Actualmente, em Portugal, encontra-se à venda a 18ª Edição do , que, traduzida para português, possui um preço que vai além dos 250 €. A 19ª Edição do Harrison’s Principles of Internal Medicine, ainda sem tradução portuguesa, encontra-se disponível para encomenda em sites como a Amazon a partir de Maio. No site oficial deste manual, o Harrison’s não é passível de ser encomendado na Europa, encontrando-se esgotado. Saliente-se ainda que a aquisição desta nova edição representa um custo adicional de 200 €, que muitos estudantes não terão capacidade de despender e que, como é óbvio, não estará disponível nas bibliotecas das Faculdades de Medicina do país.

É questionável ainda a exigência de estudar, em tempo já diminuto, uma bibliografia escrita em inglês.

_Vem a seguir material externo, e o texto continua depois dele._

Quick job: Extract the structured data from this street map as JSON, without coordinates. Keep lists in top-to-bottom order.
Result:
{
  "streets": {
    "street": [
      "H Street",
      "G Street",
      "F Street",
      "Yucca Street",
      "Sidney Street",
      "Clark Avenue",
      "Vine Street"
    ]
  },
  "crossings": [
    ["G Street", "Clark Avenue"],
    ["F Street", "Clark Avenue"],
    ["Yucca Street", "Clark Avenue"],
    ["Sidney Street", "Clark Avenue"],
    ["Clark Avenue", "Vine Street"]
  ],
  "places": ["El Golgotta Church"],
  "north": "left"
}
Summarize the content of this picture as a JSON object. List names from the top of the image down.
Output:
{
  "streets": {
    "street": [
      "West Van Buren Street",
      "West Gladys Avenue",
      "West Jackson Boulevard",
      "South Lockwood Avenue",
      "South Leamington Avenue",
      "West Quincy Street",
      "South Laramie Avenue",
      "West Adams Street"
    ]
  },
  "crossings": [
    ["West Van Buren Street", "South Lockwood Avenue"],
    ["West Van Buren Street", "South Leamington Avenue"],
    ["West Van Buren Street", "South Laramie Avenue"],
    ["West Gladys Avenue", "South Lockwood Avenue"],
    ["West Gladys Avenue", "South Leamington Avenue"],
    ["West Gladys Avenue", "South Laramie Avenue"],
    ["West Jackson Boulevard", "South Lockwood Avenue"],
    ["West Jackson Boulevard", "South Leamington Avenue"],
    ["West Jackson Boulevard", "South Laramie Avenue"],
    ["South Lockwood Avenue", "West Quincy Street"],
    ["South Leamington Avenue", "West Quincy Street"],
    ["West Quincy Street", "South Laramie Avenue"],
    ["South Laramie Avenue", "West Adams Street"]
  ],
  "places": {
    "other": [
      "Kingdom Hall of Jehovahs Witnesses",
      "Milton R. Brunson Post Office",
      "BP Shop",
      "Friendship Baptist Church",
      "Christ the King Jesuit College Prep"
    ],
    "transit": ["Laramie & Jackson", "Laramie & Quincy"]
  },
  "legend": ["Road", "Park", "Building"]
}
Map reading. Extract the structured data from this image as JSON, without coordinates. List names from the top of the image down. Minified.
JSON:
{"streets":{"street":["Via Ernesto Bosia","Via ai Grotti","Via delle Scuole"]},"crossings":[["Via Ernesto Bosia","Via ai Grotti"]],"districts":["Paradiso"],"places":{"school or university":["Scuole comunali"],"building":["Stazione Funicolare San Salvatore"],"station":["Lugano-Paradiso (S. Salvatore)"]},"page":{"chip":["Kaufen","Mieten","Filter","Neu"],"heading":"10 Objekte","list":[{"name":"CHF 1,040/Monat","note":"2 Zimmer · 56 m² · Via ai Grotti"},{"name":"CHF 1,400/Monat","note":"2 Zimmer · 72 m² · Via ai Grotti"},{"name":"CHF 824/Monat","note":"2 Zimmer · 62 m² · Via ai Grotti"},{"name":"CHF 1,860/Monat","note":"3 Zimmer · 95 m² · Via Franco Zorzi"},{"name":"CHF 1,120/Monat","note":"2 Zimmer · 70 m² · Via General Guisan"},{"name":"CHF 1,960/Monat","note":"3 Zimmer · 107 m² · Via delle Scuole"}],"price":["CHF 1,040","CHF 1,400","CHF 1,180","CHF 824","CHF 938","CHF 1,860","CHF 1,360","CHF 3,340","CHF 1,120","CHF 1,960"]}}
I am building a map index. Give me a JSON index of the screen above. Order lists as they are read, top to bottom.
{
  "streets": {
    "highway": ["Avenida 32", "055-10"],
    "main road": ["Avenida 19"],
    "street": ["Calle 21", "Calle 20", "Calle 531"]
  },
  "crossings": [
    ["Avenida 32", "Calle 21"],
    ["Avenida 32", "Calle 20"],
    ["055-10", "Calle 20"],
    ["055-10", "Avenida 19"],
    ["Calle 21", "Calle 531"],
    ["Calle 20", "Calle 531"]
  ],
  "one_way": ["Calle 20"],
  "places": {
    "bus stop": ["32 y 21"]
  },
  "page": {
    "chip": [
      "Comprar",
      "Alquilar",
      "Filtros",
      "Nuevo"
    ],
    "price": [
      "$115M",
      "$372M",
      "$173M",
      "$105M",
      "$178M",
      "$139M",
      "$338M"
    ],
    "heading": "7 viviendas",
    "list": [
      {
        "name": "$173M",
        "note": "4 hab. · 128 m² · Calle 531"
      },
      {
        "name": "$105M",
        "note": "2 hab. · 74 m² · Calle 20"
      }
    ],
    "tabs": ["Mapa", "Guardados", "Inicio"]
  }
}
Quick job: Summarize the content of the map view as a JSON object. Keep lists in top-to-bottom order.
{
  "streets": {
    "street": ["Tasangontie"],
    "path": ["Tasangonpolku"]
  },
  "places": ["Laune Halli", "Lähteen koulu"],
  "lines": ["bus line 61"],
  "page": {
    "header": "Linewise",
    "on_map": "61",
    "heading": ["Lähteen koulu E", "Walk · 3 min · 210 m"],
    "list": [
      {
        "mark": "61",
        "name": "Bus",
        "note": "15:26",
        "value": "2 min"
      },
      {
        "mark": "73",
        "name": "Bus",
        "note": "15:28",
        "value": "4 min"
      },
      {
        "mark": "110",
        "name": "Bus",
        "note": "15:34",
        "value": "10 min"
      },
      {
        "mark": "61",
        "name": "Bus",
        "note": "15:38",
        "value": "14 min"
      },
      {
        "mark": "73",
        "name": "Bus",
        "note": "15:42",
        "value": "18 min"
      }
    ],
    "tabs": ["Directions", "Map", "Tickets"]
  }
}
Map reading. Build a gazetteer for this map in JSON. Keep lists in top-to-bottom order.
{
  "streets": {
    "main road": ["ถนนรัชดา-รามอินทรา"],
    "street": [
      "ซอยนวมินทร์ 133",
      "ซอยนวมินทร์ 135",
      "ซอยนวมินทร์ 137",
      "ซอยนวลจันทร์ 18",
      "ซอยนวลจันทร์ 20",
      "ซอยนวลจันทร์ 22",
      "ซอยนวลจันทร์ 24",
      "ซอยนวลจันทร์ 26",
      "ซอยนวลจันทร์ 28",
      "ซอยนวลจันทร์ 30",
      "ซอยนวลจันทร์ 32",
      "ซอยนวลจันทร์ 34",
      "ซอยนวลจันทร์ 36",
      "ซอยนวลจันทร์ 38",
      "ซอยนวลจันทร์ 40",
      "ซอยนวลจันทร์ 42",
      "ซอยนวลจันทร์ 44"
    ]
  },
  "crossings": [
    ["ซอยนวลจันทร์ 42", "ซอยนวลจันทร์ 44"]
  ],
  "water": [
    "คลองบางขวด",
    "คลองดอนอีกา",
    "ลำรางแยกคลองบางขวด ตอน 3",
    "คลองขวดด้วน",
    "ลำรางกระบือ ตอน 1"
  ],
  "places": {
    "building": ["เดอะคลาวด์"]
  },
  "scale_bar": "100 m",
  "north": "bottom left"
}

Apesar de desejável e fortemente preconizado, o Ensino Superior português está longe de ser poliglota. Como tal, muito embora se ambicione a utilização e domínio da língua inglesa no curso de Medicina, as unidades curriculares dos actuais currículos médicos não possuem essa obrigatoriedade. Assim, além de sofrerem uma seriação com base na capacidade de memorização (ao invés de um raciocínio clínico, tão preconizado durante o curso), os estudantes serão também seriados consoante a sua rapidez de leitura e interpretação do inglês.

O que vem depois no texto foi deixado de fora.